Sunday, April 10, 2011

When Was the Last Time You Did Something For the First Time?

Someone posted on his blog an image of an open book with the question "When was the last time you did something for the first time?" in it. I hope that the person who shared it with others asked himself or herself this question at least once.

The paradox of our existence is that everything we ever do we do it for the first and the last time in our lives. Although the monotony of the everyday existence may not be the proof of any novelty occurring in most people's lives, for those who live their lives consciously life begins and ends every time they take a breath. Every yogi, every Zen practitioner, every person who meditates, learns to understand this seemingly paradoxical truth.

As individuals we strive for continuity of our beings. Only traumatic or emotionally intense experiences seem to cause a quantum jump in our psyches. Day to day existence may leave some significant imprints, but the consequences are less dramatic. They are the natural flow of events and usually do not have much impact on who we are inside and out. But is this really the case?

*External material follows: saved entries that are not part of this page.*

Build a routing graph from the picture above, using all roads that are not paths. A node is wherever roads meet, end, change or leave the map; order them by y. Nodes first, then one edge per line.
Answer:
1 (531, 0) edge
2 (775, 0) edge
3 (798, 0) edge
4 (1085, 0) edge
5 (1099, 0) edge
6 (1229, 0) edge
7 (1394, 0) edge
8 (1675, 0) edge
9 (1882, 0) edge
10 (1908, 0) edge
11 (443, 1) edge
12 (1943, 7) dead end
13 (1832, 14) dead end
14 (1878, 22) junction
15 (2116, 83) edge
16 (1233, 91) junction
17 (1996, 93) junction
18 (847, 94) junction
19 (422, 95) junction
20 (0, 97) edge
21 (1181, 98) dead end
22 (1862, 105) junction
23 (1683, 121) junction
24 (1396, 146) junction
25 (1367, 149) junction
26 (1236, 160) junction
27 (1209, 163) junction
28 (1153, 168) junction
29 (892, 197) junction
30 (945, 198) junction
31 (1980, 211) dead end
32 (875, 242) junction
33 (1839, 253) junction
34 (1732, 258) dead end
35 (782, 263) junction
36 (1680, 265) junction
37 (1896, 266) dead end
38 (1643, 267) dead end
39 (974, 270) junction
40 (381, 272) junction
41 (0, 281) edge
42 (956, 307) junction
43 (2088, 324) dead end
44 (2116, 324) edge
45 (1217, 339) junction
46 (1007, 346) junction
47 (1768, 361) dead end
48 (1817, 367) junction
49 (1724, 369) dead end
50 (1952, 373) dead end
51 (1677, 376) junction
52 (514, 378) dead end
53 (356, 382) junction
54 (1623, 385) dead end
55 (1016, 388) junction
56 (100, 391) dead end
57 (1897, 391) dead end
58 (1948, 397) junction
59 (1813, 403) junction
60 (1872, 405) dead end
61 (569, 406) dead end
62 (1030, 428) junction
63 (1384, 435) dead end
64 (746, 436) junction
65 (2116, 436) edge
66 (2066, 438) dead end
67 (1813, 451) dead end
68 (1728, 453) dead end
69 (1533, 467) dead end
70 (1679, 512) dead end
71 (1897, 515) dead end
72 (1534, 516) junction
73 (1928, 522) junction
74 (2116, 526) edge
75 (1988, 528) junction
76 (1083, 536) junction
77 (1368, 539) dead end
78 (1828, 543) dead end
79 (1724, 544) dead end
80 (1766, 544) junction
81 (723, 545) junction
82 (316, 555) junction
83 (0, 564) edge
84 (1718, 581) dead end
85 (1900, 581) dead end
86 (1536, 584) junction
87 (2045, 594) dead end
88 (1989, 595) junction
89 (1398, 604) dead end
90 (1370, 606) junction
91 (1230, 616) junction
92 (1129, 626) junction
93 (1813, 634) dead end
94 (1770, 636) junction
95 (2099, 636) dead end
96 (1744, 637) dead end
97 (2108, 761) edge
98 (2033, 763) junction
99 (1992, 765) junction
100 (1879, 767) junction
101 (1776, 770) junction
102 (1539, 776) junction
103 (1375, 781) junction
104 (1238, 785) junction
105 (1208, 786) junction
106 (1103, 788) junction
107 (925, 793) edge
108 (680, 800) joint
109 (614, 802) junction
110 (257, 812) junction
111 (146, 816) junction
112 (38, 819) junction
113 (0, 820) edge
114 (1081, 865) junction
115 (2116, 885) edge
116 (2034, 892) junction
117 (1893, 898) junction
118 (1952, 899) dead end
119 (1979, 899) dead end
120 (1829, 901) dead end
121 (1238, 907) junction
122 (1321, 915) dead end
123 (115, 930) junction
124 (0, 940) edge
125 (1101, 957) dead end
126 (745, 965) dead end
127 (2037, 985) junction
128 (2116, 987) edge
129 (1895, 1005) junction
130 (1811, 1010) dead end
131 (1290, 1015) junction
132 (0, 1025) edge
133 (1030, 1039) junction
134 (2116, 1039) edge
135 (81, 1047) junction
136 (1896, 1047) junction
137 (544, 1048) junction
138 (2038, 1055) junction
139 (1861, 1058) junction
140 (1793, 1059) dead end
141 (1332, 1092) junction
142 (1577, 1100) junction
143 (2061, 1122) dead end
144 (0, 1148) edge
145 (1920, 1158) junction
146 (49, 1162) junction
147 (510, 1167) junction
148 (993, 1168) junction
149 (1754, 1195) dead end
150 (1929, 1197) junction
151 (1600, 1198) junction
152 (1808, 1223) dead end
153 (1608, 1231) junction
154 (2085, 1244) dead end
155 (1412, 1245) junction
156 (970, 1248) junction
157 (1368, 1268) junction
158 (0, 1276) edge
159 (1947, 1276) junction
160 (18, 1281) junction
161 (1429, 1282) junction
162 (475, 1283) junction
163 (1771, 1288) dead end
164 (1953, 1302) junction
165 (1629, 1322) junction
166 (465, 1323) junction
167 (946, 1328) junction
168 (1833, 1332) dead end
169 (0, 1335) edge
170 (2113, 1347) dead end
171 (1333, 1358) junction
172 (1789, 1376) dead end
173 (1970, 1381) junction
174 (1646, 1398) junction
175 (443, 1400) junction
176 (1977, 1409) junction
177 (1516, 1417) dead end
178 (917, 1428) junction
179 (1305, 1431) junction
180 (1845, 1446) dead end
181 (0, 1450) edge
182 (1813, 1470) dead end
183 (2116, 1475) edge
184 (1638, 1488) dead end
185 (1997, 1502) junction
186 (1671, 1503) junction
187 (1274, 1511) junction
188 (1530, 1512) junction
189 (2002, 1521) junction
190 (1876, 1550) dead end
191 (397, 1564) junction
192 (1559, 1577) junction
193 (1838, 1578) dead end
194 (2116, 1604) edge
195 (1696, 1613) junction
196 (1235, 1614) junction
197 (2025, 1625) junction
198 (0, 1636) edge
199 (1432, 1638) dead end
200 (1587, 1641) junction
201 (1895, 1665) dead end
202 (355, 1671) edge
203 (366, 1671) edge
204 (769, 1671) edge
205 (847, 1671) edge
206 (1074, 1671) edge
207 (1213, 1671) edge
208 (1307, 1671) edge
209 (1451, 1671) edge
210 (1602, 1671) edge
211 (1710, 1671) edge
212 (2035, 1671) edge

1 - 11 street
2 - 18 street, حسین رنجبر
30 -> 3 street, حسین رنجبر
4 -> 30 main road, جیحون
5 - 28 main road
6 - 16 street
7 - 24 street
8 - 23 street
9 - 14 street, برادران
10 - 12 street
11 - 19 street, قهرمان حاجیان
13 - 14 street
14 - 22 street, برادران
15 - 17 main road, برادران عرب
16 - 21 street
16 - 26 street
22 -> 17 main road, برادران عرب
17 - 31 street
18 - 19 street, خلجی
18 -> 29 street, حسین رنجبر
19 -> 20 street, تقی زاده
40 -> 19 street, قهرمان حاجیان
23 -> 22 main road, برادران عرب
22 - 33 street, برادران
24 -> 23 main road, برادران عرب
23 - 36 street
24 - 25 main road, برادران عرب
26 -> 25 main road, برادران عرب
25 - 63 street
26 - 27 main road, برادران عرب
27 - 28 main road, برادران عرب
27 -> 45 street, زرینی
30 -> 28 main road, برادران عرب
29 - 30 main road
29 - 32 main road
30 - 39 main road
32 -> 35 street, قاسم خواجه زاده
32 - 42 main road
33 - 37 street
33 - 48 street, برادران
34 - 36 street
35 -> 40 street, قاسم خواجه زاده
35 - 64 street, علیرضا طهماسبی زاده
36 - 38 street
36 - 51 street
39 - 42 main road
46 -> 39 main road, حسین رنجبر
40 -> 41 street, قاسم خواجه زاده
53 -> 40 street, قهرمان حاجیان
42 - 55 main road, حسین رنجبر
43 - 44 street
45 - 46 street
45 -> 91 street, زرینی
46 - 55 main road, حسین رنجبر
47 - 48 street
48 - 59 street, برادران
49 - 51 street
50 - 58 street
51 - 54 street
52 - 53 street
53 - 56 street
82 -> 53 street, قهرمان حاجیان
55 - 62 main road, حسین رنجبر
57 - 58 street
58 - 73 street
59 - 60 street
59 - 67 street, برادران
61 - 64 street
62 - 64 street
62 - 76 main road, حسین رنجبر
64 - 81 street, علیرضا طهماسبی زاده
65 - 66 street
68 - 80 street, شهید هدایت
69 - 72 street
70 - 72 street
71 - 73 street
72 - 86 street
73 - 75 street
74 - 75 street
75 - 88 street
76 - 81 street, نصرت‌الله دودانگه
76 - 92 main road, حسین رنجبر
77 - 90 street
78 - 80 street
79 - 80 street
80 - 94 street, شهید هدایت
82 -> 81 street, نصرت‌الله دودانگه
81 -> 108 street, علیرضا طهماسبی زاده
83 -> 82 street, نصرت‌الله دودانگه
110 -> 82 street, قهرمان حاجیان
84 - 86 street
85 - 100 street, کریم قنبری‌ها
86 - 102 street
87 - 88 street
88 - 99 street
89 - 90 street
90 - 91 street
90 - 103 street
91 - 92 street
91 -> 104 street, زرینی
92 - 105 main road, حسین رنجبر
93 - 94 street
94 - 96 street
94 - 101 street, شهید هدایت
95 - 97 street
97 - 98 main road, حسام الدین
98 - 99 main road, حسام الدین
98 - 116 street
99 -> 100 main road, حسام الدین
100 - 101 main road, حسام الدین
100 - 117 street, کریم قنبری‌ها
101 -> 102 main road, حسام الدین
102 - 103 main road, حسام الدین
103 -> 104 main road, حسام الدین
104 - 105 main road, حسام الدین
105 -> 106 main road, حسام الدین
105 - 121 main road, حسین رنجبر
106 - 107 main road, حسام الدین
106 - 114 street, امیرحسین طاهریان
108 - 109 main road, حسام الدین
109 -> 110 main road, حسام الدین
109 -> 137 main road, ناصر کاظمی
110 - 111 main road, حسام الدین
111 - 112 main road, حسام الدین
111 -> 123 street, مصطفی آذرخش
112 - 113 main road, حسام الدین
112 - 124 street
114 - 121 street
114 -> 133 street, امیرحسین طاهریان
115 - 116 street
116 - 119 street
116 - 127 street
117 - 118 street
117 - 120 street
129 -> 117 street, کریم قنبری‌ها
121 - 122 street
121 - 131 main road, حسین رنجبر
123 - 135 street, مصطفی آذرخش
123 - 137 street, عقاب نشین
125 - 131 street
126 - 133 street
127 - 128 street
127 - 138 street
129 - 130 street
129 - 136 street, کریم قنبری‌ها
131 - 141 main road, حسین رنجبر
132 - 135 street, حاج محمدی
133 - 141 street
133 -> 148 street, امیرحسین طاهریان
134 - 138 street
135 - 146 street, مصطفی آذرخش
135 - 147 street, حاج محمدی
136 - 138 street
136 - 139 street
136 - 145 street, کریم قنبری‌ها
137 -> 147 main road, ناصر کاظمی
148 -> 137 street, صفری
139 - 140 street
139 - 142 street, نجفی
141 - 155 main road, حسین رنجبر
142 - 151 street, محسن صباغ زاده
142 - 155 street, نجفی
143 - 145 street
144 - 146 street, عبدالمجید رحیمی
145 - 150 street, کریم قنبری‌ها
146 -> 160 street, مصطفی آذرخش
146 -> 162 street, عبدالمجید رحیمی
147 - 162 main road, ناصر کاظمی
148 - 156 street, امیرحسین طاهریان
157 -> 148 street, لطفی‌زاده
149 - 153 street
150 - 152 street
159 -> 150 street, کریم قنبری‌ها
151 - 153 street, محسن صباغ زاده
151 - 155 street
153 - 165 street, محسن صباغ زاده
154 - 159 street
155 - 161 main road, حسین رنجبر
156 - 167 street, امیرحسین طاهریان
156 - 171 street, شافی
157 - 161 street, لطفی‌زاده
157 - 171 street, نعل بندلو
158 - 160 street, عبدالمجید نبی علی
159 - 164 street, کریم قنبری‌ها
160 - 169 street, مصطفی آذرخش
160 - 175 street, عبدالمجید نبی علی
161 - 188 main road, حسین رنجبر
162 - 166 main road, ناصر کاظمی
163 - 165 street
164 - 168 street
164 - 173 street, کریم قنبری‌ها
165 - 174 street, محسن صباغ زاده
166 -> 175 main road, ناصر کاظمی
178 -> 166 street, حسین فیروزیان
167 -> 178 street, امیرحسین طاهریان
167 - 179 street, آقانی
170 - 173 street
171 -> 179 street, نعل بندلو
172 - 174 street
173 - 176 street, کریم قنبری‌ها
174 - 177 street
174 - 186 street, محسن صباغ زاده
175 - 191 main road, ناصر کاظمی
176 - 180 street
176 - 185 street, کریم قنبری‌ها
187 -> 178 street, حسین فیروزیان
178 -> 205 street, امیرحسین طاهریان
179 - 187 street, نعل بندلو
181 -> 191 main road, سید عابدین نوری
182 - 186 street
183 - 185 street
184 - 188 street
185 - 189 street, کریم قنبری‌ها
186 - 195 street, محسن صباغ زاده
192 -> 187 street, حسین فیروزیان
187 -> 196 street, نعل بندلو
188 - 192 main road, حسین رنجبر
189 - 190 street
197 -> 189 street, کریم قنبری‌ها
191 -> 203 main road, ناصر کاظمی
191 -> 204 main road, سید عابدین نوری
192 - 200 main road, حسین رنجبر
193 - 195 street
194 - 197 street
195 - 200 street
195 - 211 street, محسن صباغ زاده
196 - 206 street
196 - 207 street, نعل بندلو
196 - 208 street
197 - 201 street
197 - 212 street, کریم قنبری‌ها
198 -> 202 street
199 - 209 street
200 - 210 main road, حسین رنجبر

On emotional level, every thought, action or emotion leaves a trace. Every experience leaves a memory. Monotonous tasks reinforce our habits of doing something the same way over and over again. Our convictions and beliefs not only influence our behavioral patterns, but also leave trace in our brains in form of enneagrams. We react emotionally to what we experience and our emotions impact our brain chemistry causing cascade reactions in the brain. The flow of some neurotransmitters is facilitated while others are inhibited by the reaction.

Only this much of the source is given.